Sunday, August 14, 2011

The news from When Pigs Fly Farm

Well, at least Mr. Stripey has gotten his stripes.
If you are in the market for green tomatoes, run -- don't walk -- to When Pigs Fly Farm. Farmer Jim and I are awash in them at the moment. Well, to be totally accurate, our cherry tomatoes are coming on. Farmer Jim's harvested a first batch and I'm not too far behind with my heirloom "Snowberry." 

Hello, my pretties.
But Farmer Jim's Romas and my badass big boys, "Cherokee Purple" and "Mr. Stripey"  remain resolutely green.

But soft, what patch of color on yonder tomato breaks? (Lower left hand corner. Really!)

What's an heirloom tomato, you may ask? It's probably preaching to choir since heirloom fruits and vegetables are so de rigeur in the foodie world these days, but according to the University of Wikipedia extension office, an heirloom tomato "is an open-pollinated (non-hybrid) heirloom cultivar of tomato."

In English:  They hail from plants that have been grown for hundreds of years, generally from their own, unaltered seeds.

And in English, again: They taste like real tomatoes. Not like the hybridize mash-ups you get in the grocery store -- and sometimes even grow yourself. I suppose it could be argued this is a somewhat harsh, subjective opinion on my part. I mean how do we know what a "real" tomato tastes like if all we've ever eaten are the hybridized versions, which therefore define "real" for us? You know, it's the old "If a tree falls in the forest. . . ." philosophical maze.

Trust me. You quickly learn what a "real" tomato tastes like when you chomp into an heirloom. Which I hope to do in the next few weeks.

In other news:

Poor Japanese Eggplant #2. It's tomato neighbors finally overwhelmed it, denying it any and all sunlight, so I transplanted it. I don't think it's too happy with me these days.

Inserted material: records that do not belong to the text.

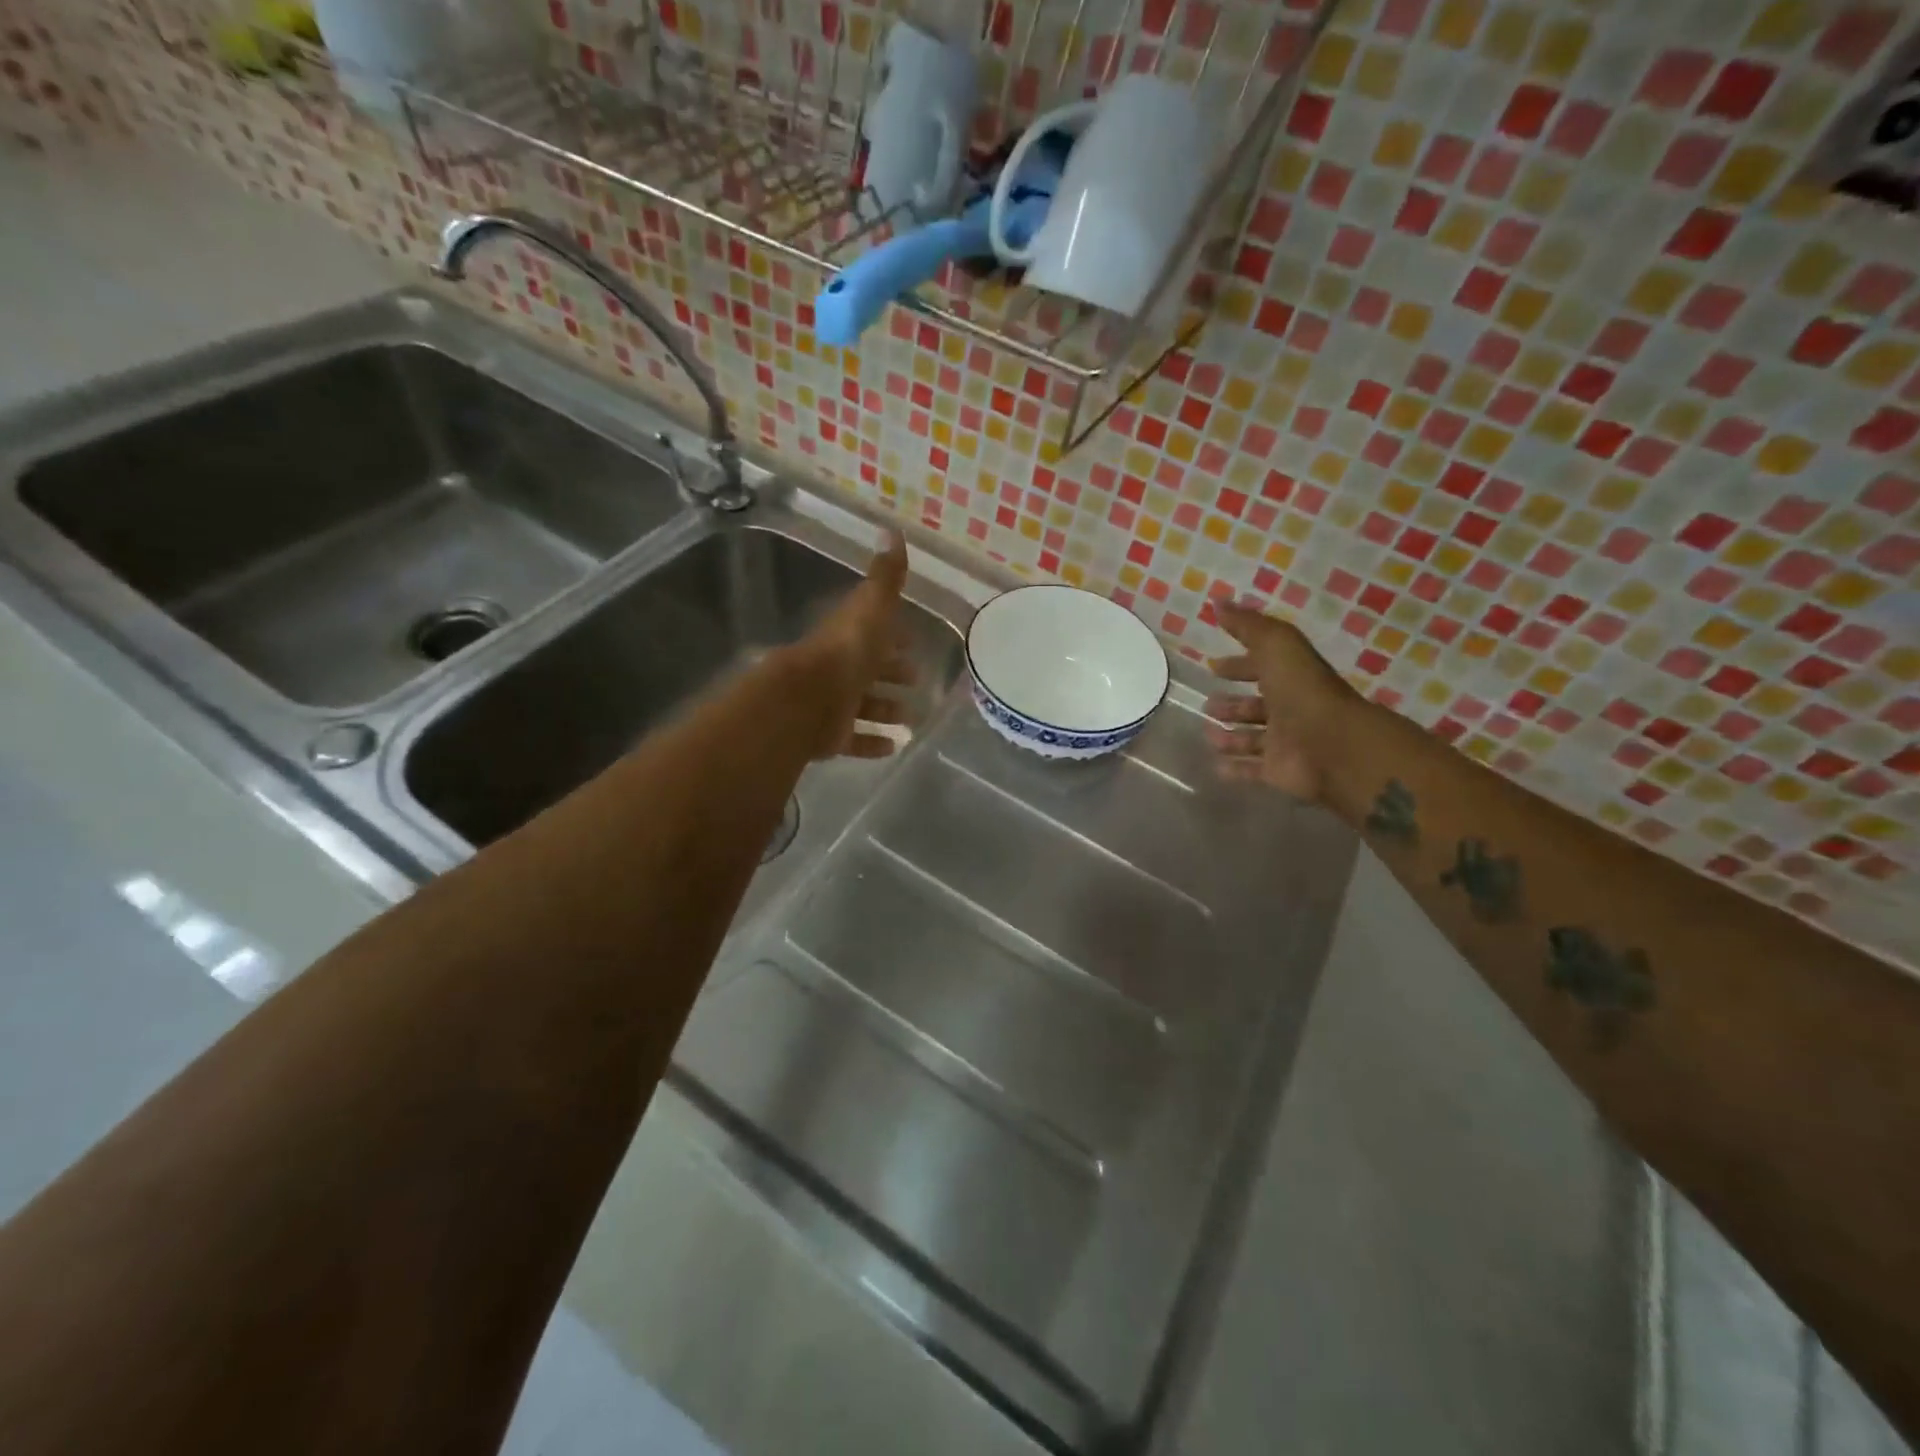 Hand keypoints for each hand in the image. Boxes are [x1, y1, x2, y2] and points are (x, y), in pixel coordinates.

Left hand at [791, 530, 918, 759]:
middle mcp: (839, 668)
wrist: (806, 700)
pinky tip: (893, 745)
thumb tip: (893, 531)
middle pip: (869, 670)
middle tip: (917, 680)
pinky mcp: (829, 735)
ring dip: (885, 710)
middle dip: (892, 674)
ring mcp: (832, 704)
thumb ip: (885, 578)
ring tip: (910, 718)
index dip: (894, 636)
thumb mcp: (871, 609)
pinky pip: (853, 739)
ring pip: (862, 706)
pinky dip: (872, 742)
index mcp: (849, 637)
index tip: (913, 642)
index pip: (874, 632)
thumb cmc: (845, 653)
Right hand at [1204, 601, 1356, 800]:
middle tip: (1208, 705)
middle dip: (1232, 705)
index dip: (1239, 665)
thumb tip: (1218, 601)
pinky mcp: (1279, 772)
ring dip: (1229, 737)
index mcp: (1291, 678)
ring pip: (1252, 739)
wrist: (1332, 745)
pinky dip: (1235, 768)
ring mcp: (1286, 743)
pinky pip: (1252, 770)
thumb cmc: (1303, 691)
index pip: (1262, 668)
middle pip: (1257, 706)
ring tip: (1207, 734)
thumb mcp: (1277, 645)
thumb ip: (1248, 625)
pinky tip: (1215, 765)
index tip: (1213, 666)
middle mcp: (1290, 709)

Um, mom? I don't feel so good.

Farmer Jim's pickling cukes are starting to make an appearance. These have to be about the cutest thing on a vine right now. (Sorry for slight blur; it was a bite breezy in Bermtopia yesterday.)

And finally. I don't think I've mentioned yet another WPFF subsidiary -- The World-famous WPFF 2.0 Sunflower Patch.

The Patch
When WPFF 2.0 appeared a few months back, the game plan was to let it lie fallow for the summer while it "cooked" for summer 2012. Being the type of person who can't stand seeing a bare piece of dirt without something stuck in it, I asked Farmer Jim if I could throw a few leftover sunflower seeds from the Back Forty onto WPFF 2.0.

Long story short: The sunflowers in the Back Forty are a gigantic FAIL. They obviously do not like sharing a stage with the 18 zillion other perennials I've got growing, but, my, my, my, they do LOVE When Pigs Fly Farm 2.0!

I am in love with this annual. It's hardy -- surviving a temporary swampland conversion the weekend of Assistant Farmer Holland's visit -- and pest- and bastardly-bird resistant (well, until they go to seed, then game over.) The architecture of its leaves and burgeoning blossoms is dizzying.

And they are almost animate -- twisting and turning to follow the sun as it travels across the summer sky. 

Thank you, Farmer Jim! The WPFF 2.0 World-famous Sunflower Patch is a true summertime treat.